Action item
From the entries, filter out every line that lacks "main" and copy the rest.

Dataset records
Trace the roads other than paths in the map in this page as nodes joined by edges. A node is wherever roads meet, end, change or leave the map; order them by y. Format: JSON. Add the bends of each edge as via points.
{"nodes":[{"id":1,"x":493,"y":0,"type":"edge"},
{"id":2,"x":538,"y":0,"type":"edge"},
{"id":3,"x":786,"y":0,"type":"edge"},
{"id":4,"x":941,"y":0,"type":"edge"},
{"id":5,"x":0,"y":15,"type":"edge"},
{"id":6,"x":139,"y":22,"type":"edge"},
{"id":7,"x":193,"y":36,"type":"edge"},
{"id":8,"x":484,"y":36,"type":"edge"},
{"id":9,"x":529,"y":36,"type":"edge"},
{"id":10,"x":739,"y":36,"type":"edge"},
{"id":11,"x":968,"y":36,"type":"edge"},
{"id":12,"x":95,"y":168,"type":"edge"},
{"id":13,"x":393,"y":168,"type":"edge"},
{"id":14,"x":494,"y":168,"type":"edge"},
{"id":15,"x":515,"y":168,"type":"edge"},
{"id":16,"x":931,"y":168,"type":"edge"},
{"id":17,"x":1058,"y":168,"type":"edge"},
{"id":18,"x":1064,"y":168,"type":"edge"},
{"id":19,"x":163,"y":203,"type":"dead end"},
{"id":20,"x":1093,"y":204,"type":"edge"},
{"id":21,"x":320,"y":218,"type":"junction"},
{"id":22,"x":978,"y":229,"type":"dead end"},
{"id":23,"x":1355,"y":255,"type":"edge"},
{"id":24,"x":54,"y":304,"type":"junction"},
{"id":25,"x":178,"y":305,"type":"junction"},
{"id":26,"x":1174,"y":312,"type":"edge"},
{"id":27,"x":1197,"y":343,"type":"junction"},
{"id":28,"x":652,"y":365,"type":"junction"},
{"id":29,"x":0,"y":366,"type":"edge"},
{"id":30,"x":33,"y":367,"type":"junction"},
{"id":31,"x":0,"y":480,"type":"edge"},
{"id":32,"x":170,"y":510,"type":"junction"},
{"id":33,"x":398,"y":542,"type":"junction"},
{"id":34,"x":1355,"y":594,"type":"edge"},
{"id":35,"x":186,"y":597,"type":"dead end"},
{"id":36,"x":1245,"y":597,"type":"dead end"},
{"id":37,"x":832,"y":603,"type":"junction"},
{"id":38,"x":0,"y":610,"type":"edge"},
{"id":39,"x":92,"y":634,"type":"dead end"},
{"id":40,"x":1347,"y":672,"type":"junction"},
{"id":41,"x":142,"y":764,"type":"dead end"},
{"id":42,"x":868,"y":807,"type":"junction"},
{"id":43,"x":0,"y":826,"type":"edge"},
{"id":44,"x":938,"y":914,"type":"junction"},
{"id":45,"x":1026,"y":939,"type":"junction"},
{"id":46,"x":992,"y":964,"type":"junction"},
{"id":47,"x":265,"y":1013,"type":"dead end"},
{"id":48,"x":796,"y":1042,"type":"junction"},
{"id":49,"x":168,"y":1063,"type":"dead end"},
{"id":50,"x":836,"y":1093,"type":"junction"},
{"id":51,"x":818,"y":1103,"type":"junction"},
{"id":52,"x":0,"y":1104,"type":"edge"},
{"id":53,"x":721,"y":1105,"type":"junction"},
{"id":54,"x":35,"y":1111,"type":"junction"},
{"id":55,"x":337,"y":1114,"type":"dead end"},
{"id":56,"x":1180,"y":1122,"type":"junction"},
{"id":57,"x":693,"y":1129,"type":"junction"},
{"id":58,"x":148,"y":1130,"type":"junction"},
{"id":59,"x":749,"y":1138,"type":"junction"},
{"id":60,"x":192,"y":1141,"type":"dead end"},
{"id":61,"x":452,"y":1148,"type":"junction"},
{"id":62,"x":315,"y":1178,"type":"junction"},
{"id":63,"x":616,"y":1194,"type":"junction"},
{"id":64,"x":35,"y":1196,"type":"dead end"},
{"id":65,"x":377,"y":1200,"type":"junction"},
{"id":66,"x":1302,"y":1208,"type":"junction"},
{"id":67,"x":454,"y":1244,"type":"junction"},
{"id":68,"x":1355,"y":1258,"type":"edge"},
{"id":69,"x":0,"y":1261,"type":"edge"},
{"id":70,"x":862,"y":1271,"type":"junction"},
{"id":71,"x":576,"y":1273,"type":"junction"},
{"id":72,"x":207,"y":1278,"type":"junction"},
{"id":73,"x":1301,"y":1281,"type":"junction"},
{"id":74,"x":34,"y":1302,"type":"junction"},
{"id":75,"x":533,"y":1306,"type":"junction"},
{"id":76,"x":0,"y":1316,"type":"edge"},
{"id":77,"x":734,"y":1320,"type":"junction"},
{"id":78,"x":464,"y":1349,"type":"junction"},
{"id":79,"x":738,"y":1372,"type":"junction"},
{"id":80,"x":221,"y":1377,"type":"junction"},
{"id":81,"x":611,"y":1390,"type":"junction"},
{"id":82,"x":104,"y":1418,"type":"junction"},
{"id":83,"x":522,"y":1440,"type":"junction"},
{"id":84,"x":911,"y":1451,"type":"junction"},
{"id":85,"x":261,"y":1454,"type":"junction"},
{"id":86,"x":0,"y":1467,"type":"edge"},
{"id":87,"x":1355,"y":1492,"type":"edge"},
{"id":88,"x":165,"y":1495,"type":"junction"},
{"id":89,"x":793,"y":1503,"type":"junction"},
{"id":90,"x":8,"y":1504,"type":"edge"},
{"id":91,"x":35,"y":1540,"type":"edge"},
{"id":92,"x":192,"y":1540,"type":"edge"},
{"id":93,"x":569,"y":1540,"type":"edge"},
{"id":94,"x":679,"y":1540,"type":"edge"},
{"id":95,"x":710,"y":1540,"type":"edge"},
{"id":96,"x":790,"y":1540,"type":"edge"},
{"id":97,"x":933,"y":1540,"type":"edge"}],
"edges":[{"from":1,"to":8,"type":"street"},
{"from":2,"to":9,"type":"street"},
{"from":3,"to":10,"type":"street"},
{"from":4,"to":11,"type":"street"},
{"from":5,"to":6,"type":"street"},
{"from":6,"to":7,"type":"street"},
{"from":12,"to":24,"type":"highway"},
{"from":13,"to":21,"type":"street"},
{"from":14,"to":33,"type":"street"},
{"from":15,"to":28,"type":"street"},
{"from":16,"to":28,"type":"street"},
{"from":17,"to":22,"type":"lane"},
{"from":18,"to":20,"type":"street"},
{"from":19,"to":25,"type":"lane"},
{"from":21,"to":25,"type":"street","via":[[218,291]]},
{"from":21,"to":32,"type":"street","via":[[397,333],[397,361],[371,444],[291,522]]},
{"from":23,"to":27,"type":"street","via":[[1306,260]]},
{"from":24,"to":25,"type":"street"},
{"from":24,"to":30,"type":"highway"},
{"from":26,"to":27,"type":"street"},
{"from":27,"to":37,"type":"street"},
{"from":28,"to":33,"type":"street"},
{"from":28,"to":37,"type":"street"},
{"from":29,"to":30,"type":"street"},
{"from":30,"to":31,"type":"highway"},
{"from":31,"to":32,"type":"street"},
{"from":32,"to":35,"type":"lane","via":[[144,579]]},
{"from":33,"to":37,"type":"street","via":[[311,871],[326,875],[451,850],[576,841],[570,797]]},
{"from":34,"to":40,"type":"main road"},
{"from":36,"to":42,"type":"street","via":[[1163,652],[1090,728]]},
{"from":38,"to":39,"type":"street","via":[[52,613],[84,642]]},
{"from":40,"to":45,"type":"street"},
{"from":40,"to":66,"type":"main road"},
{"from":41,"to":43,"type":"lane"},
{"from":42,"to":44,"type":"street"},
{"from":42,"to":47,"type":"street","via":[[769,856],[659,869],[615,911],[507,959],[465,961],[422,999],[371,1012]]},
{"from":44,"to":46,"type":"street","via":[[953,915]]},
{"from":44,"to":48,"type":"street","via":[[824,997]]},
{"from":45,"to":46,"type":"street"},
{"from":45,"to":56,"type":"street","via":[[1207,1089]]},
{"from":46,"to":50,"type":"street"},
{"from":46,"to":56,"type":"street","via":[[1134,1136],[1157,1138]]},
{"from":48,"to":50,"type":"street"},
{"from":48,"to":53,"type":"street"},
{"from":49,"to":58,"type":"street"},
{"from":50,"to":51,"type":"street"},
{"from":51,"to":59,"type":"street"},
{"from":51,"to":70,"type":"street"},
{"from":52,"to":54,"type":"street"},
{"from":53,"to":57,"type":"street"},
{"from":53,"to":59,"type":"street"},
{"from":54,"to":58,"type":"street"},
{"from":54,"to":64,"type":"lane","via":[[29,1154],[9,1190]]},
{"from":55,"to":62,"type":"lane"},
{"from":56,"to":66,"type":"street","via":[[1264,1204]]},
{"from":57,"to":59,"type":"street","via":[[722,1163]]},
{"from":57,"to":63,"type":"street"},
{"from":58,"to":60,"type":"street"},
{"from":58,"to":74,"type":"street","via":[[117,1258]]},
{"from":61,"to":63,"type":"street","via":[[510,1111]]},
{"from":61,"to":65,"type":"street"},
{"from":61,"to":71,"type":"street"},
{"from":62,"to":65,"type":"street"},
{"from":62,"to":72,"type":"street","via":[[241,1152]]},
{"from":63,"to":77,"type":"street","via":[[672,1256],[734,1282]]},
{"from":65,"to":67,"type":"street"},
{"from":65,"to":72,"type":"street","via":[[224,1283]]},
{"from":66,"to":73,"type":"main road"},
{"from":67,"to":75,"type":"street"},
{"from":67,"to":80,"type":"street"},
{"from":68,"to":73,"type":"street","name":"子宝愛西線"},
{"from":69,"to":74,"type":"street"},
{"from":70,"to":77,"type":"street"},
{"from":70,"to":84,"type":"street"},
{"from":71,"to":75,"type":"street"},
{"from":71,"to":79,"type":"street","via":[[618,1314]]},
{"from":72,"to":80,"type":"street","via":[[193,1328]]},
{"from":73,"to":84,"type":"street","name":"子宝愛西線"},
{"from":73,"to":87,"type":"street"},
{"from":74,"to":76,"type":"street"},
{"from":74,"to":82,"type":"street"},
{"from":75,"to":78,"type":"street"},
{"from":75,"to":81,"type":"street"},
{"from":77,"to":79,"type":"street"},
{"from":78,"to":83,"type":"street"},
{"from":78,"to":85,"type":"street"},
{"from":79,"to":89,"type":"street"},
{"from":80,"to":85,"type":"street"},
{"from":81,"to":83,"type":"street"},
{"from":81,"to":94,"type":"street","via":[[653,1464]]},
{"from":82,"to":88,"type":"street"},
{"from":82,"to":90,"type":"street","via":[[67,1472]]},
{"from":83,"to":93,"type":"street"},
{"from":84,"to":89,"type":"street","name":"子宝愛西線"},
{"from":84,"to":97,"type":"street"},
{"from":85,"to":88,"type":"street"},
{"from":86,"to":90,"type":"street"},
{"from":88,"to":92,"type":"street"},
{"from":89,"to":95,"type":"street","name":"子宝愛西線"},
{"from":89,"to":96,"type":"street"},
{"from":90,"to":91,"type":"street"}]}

Output of the exercise
{"from":34,"to":40,"type":"main road"},
{"from":40,"to":66,"type":"main road"},
{"from":66,"to":73,"type":"main road"},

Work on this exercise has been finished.